• Work request: Your answer should hold each line of the material that contains the word "Kemal".

• Information:
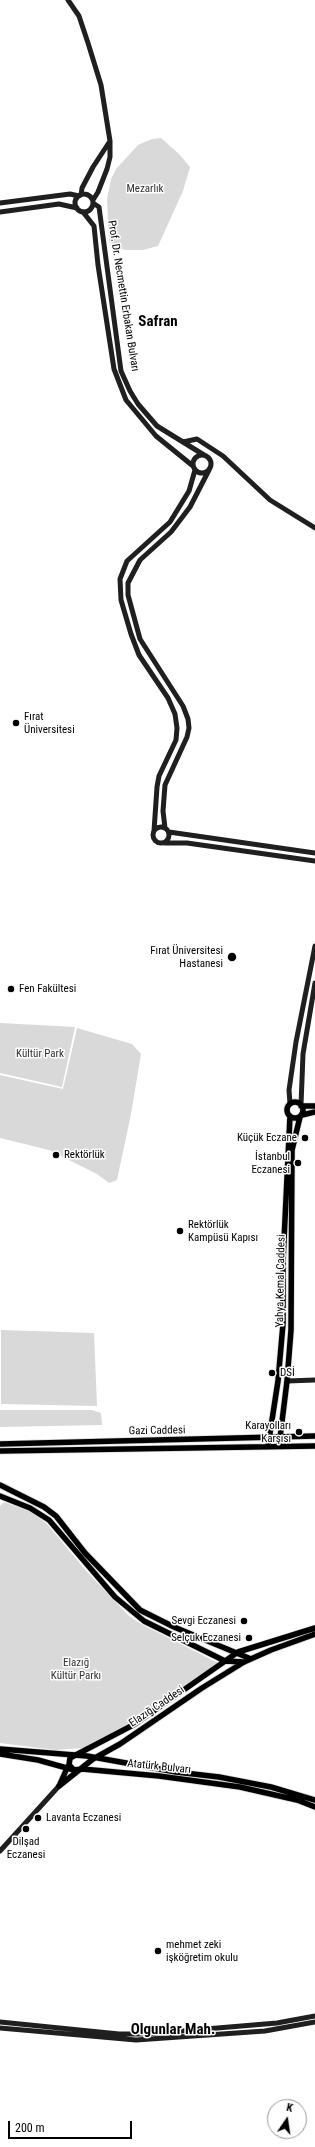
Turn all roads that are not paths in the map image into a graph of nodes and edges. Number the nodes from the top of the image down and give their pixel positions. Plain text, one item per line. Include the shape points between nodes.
1 (68, 0) edge
2 (110, 141) junction
3 (80, 196) junction
4 (93, 201) junction
5 (0, 203) edge
6 (77, 208) junction
7 (0, 212) edge
8 (83, 212) junction
9 (183, 442) junction
10 (204, 455) junction
11 (194, 468) junction
12 (208, 470) junction
13 (315, 528) edge
14 (166, 830) junction
15 (154, 831) junction
16 (164, 843) junction
17 (315, 854) edge
18 (315, 861) edge
19 (315, 946) edge
20 (315, 983) edge
21 (290, 1104) junction
22 (301, 1105) junction
23 (315, 1106) edge
24 (315, 1112) edge
25 (290, 1116) junction
26 (301, 1116) junction
27 (315, 1380) edge
28 (287, 1381) junction
29 (280, 1436) junction
30 (315, 1436) edge
31 (269, 1438) junction
32 (0, 1444) edge
33 (268, 1446) junction
34 (279, 1446) junction
35 (315, 1446) edge
36 (0, 1451) edge
37 (0, 1485) edge
38 (0, 1496) edge
39 (315, 1628) edge
40 (315, 1634) edge
41 (238, 1652) junction
42 (251, 1659) junction
43 (225, 1661) junction
44 (244, 1662) junction
45 (0, 1749) edge
46 (0, 1754) edge
47 (74, 1755) junction
48 (92, 1759) junction
49 (70, 1768) junction
50 (82, 1769) junction
51 (58, 1786) junction
52 (315, 1800) edge
53 (315, 1807) edge
54 (0, 1851) edge
55 (315, 2016) edge
56 (0, 2022) edge
57 (315, 2022) edge
58 (0, 2028) edge

1 - 2 main road via 79,16 101,85
2 - 3 main road via 93,167
2 - 4 main road via 107,169
3 - 4 main road via 86,194
3 - 5 main road via 64,194
3 - 6 main road via 76,201
4 - 8 main road via 89,211
4 - 9 main road, Prof. Dr. Necmettin Erbakan Bulvarı via 99,208 122,371 138,404 157,426
6 - 7 main road via 59,204
6 - 8 main road
8 - 11 main road, Prof. Dr. Necmettin Erbakan Bulvarı via 94,226 114,369 126,400 156,436
9 - 10 main road, Prof. Dr. Necmettin Erbakan Bulvarı
9 - 13 main road via 197,439 224,456 270,500
10 - 11 main road via 194,458
10 - 12 main road via 211,462
11 - 12 main road via 203,473
11 - 15 main road via 190,491 173,517 127,561 120,579 121,600 139,655 168,698 175,714 177,728 176,740 159,776
12 - 14 main road via 190,507 171,532 140,560 128,582 128,595 140,639 183,706 188,719 187,737 165,785 163,811
14 - 15 main road via 158,828
14 - 16 main road via 169,837
14 - 17 main road
15 - 16 main road via 154,840
16 - 18 main road via 187,843
19 - 21 main road via 296,1042 289,1090
20 - 22 main road via 303,1054
21 - 22 main road via 294,1102
21 - 25 main road via 287,1110
22 - 23 main road
22 - 26 main road
24 - 26 main road
25 - 26 main road
25 - 31 main road, Yahya Kemal Caddesi via 282,1261 283,1324 278,1382
26 - 28 main road, Yahya Kemal Caddesi via 292,1150 292,1286
27 - 28 main road
28 - 29 main road, Yahya Kemal Caddesi
29 - 30 main road, Gazi Caddesi
29 - 31 main road, Gazi Caddesi
29 - 34 main road, Yahya Kemal Caddesi
31 - 32 main road, Gazi Caddesi
31 - 33 main road, Yahya Kemal Caddesi
33 - 34 main road, Gazi Caddesi
33 - 36 main road, Gazi Caddesi
34 - 35 main road, Gazi Caddesi
37 - 41 main road via 44,1507 56,1516 85,1553 140,1610 174,1627
38 - 43 main road via 30,1508 48,1520 115,1597 136,1615 157,1629
39 - 41 main road
40 - 42 main road, Elazığ Caddesi
41 - 42 main road
41 - 43 main road
42 - 44 main road, Elazığ Caddesi
43 - 44 main road
43 - 47 main road via 135,1724 109,1740
44 - 48 main road, Elazığ Caddesi via 120,1744
45 - 47 main road, Atatürk Bulvarı
46 - 49 main road, Atatürk Bulvarı
47 - 48 main road, Atatürk Bulvarı
47 - 49 main road via 68,1761
48 - 50 main road, Elazığ Caddesi
48 - 52 main road, Atatürk Bulvarı via 243,1781
49 - 50 main road, Atatürk Bulvarı
49 - 51 main road
50 - 51 main road, Elazığ Caddesi
50 - 53 main road, Atatürk Bulvarı via 232,1785 297,1800
51 - 54 main road
55 - 56 main road via 277,2023 146,2034
57 - 58 main road via 265,2031 136,2040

• Response to this task:
25 - 31 main road, Yahya Kemal Caddesi via 282,1261 283,1324 278,1382
26 - 28 main road, Yahya Kemal Caddesi via 292,1150 292,1286
28 - 29 main road, Yahya Kemal Caddesi
29 - 34 main road, Yahya Kemal Caddesi
31 - 33 main road, Yahya Kemal Caddesi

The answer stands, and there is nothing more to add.